◆ Exercise ◆
Where the word "проезд" appears in a line below, copy the whole line.

(Stored data entries)
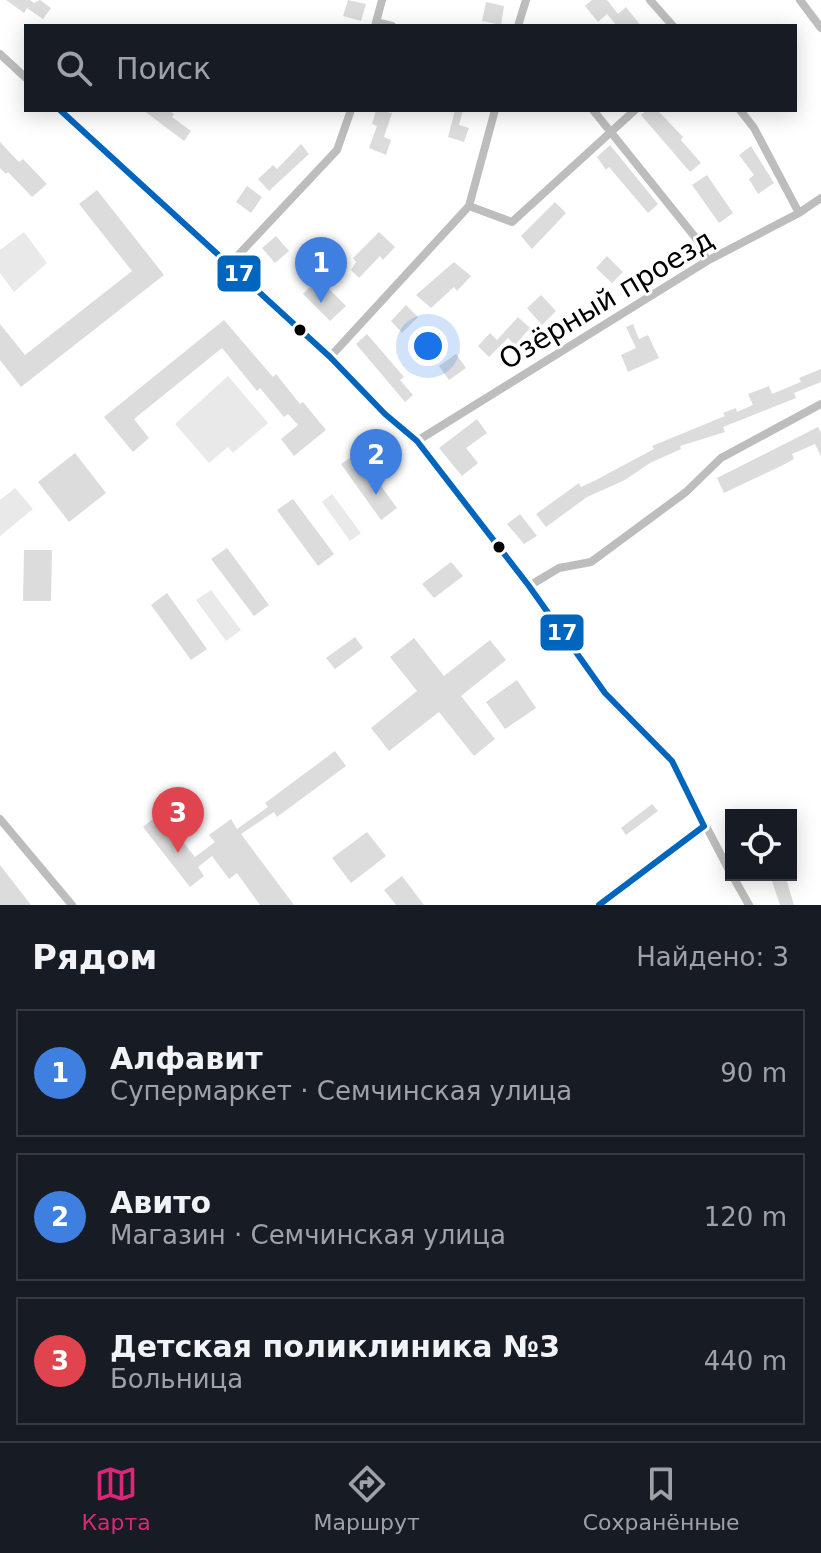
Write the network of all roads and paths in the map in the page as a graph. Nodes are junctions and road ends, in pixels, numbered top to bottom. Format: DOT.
graph roads {
  1 [pos="382,0"];
  2 [pos="526,0"];
  3 [pos="650,0"];
  4 [pos="800,0"];
  5 [pos="375,24"];
  6 [pos="519,24"];
  7 [pos="671,24"];
  8 [pos="821,28"];
  9 [pos="0,54"];
  10 [pos="24,76"];
  11 [pos="62,112"];
  12 [pos="350,112"];
  13 [pos="494,112"];
  14 [pos="595,112"];
  15 [pos="633,112"];
  16 [pos="742,112"];
  17 [pos="612,133"];
  18 [pos="821,198"];
  19 [pos="469,206"];
  20 [pos="799,213"];
  21 [pos="707,261"];
  22 [pos="228,266"];
  23 [pos="330,357"];
  24 [pos="821,404"];
  25 [pos="417,441"];
  26 [pos="529,586"];
  27 [pos="0,819"];
  28 [pos="704,826"];
  29 [pos="725,863"];
  30 [pos="735,881"];
  31 [pos="72,905"];
  32 [pos="599,905"];
  33 [pos="749,905"];
  1 -- 5 [label="street"];
  2 -- 6 [label="street"];
  3 -- 7 [label="street"];
  4 -- 8 [label="street"];
  9 -- 10 [label="street"];
  11 -- 22 [label="street"];
  12 -- 22 [label="street"];
  13 -- 19 [label="street"];
  14 -- 17 [label="street"];
  15 -- 17 [label="street"];
  16 -- 20 [label="street"];
  17 -- 19 [label="street"];
  17 -- 21 [label="street"];
  18 -- 20 [label="street, Озёрный проезд"];
  19 -- 23 [label="street"];
  20 -- 21 [label="street, Озёрный проезд"];
  21 -- 25 [label="street, Озёрный проезд"];
  22 -- 23 [label="street"];
  23 -- 25 [label="street"];
  24 -- 26 [label="street"];
  25 -- 26 [label="street"];
  26 -- 28 [label="street"];
  27 -- 31 [label="street"];
  28 -- 29 [label="street"];
  28 -- 32 [label="street"];
  30 -- 33 [label="street"];
}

◆ Response to this exercise ◆
  18 -- 20 [label="street, Озёрный проезд"];
  20 -- 21 [label="street, Озёрный проезд"];
  21 -- 25 [label="street, Озёрный проезд"];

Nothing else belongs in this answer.